The disadvantage of this strategy - you are not able to get out of your money as quickly and will not be able to earn as much from it as a result. An alternative is to have your employer pay you interest on these funds between the time you receive the first installment and the second the following January. I am often asked by people why they should roll this money into their RRSPS if they will need some of it to live on in a few months.
If you roll all this money into your RRSP now, it will prevent you from being bumped into a higher tax bracket. And if you want money, you can always withdraw it a little at a time - usually when your taxable income is very low. In addition, you will need to add these withdrawals to your taxable income and pay tax on the total when you file your return.
Meanwhile, you will earn income on the remainder tax-free within your RRSP.
Go into business for yourself
But if you don't have these resources at your disposal, how can you get the support you need. One of the main reasons people choose franchising over building a business from scratch is that they are able to leverage a mass marketing program that they otherwise could not create on their own—essentially taking advantage of the brand recognition that a national franchise offers. If you review the financials with an accountant who understands all the ins and outs of franchising and discover, for example, that the expenses outlined in the pro forma statements are understated to the extent that the franchise is likely to make a loss, you didn't win be so eager to buy that franchise.

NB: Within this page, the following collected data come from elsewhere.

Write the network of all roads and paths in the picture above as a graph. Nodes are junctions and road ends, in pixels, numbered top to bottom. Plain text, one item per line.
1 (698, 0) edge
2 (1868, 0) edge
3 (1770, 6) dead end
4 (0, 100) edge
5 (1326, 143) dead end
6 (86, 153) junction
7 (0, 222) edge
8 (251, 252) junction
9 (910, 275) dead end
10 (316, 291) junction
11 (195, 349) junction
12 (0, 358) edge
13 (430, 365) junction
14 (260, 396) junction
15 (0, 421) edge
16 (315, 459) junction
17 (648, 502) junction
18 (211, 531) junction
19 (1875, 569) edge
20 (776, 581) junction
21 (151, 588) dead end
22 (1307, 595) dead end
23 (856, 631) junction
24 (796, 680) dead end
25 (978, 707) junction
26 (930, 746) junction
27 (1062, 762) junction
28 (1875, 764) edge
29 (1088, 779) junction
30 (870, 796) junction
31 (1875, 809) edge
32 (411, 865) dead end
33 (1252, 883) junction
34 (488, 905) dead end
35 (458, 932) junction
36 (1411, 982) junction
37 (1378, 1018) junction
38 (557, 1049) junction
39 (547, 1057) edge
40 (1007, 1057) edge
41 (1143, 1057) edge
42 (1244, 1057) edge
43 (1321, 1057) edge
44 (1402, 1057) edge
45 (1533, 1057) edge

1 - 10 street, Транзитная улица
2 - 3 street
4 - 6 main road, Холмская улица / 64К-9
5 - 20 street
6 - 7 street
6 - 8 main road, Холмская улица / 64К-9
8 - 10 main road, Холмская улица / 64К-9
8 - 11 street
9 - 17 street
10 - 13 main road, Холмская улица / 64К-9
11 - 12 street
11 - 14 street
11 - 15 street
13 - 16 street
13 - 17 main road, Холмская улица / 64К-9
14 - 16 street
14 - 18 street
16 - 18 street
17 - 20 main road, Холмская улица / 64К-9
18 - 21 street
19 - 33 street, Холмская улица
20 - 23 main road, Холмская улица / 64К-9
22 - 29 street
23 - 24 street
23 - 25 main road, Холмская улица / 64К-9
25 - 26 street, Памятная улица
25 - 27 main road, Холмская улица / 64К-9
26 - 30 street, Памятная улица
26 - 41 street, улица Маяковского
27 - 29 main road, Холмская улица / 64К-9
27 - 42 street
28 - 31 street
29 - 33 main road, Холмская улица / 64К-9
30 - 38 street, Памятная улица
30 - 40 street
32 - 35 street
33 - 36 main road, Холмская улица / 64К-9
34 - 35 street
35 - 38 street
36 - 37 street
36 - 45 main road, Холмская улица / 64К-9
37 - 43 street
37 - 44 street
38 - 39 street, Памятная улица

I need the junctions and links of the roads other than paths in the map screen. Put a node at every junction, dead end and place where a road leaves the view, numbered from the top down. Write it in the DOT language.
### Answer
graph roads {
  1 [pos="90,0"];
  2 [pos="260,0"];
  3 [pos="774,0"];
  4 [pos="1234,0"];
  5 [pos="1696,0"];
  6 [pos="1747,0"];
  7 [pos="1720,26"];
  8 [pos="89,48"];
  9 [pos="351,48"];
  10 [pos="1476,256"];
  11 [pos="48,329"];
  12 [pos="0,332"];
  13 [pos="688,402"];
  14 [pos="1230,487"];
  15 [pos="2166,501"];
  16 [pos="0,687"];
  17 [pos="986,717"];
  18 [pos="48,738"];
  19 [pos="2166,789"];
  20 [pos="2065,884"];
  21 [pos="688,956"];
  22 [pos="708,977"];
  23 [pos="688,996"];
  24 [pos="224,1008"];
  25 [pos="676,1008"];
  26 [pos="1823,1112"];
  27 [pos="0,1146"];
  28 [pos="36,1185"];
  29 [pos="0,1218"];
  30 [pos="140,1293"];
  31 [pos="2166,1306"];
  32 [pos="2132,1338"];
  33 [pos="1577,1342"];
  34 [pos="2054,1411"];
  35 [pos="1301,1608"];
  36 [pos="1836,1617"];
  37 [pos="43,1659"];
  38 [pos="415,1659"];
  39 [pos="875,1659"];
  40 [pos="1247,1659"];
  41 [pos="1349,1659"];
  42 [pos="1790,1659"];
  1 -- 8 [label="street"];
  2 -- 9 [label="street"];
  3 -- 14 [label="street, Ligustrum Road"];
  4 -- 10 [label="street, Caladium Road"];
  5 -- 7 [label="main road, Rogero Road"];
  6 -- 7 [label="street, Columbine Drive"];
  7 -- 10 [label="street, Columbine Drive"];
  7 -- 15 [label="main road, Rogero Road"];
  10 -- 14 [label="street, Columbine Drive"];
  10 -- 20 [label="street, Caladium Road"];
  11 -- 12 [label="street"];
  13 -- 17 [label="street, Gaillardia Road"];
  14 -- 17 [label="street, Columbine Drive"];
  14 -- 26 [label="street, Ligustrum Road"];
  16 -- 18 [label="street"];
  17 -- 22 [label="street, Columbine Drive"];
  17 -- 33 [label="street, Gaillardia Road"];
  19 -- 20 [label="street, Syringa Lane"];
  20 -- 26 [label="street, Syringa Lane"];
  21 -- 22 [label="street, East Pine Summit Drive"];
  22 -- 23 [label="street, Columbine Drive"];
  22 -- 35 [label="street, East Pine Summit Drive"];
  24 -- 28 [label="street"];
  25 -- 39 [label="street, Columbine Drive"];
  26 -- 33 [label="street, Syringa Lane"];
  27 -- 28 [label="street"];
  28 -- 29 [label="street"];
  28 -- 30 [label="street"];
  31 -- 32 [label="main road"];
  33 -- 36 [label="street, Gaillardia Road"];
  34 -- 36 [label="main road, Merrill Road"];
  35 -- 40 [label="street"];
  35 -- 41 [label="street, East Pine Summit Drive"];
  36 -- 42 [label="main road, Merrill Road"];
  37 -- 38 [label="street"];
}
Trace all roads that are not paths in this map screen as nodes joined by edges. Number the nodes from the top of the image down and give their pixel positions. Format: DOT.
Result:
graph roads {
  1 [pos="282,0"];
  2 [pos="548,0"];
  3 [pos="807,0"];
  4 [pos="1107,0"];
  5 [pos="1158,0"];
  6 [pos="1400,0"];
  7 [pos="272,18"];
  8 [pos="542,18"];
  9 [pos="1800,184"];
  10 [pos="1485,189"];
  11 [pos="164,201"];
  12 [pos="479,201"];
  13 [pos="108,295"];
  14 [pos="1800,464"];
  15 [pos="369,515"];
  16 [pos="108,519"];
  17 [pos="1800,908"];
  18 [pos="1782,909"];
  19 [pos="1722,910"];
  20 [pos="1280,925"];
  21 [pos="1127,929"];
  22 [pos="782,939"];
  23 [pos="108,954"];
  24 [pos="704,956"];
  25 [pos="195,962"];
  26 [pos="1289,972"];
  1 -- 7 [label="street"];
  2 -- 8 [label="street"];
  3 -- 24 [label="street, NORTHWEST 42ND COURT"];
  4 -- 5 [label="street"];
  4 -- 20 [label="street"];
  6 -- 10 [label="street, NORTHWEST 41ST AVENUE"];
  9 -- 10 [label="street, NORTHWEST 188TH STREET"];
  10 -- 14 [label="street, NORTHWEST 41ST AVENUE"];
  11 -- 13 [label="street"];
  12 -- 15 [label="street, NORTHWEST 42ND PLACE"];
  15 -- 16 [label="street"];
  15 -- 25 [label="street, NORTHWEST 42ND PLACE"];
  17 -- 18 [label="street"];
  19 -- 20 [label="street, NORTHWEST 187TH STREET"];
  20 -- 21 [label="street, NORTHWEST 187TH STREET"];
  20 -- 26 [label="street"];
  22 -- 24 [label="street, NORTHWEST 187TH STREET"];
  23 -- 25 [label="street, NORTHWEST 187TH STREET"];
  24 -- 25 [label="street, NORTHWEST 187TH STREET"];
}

If you are in your mosquito and lose your family as well as your savings, it is a devastating experience that many individuals find difficult to recover from. That may or may not be the case - but if you're putting up $250,000, you really should know what you're getting into and what your chances of success are. It's a great way to do business — if you have the right ingredients in place and you buy the right franchise, one with a distinctive trade name, a competitive edge, solid training and retraining programs, and an ongoing monitoring system to help retain franchisees on track.
Guarantees could also be included, but these too depend on the franchise's track record. If you expect 100% financing, you can assume that some form of guarantee will be included. If you still have an unused contribution room, borrow as needed, but give those contributions.
If you've been a GIG investor, take the opportunity to learn about timing and risk. As a general rule, stocks not only outperform investments like GIGS, but they also do so consistently - and with virtually no risk - if held over a long period. By adjusting the mix, you can reduce or increase volatility - and returns - according to your risk tolerance, enabling you to use a multidimensional strategy to its fullest.
If you turn 69 this year, you'll need to collapse your RRSP before the end of the year and decide what to do with the proceeds. Mind you, that could happen – if interest rates suddenly rose to the !2% to 15% level of a few years ago. If you poke a hole in the bottom of the barrel, the oil will slowly drip out and with use the hole may even become slightly larger.